Problem to solve - Count the lines below that carry the word "Tyali". Answer with that number alone.

(Data records)
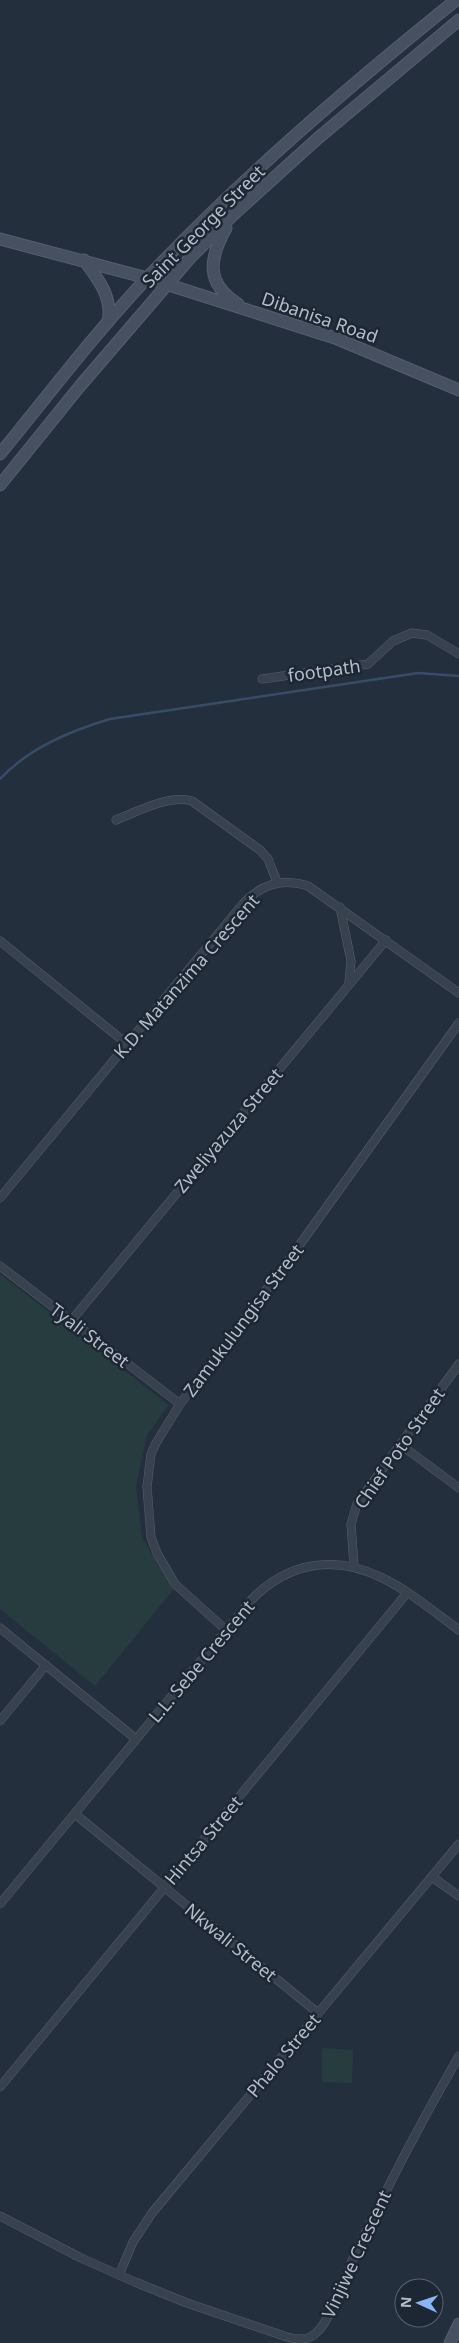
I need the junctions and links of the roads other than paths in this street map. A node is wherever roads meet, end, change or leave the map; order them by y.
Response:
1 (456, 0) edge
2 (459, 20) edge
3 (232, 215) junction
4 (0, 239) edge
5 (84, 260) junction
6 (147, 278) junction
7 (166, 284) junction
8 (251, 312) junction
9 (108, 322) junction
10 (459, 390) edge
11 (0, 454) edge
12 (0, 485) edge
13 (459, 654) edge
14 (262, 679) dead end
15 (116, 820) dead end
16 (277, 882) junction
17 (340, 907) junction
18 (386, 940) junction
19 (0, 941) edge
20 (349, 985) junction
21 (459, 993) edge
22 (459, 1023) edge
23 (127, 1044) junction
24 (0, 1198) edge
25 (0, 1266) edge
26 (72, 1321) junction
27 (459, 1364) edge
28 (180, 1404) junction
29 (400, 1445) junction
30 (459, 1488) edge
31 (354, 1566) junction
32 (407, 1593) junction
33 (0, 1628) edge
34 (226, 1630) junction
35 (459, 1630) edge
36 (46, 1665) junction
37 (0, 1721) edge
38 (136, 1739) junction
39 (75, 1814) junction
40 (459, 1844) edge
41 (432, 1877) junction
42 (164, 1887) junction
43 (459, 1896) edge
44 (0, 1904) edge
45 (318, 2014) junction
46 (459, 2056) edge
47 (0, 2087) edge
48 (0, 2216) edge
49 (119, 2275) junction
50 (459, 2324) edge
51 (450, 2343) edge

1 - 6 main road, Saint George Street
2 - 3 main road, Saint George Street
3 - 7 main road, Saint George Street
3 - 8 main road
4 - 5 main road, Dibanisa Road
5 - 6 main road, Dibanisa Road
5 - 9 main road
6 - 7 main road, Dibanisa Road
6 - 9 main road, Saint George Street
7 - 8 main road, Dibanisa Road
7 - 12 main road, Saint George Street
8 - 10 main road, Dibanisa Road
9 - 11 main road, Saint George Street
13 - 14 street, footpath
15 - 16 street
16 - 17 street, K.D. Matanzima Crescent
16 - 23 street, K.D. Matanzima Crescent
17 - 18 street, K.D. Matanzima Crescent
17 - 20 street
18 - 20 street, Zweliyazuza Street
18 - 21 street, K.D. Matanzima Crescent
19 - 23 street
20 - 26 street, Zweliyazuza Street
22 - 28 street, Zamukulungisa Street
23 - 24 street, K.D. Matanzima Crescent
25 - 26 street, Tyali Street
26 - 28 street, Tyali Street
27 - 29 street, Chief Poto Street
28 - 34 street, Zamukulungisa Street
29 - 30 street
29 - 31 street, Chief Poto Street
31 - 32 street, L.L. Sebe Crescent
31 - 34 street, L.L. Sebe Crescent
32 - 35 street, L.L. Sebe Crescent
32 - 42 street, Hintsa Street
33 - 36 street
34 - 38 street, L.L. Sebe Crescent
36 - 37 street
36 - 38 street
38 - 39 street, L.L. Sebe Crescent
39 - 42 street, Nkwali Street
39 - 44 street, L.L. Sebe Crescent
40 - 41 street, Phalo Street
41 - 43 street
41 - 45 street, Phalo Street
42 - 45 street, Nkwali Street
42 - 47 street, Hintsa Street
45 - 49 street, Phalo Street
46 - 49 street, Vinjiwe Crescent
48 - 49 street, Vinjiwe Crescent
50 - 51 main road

Answer - 2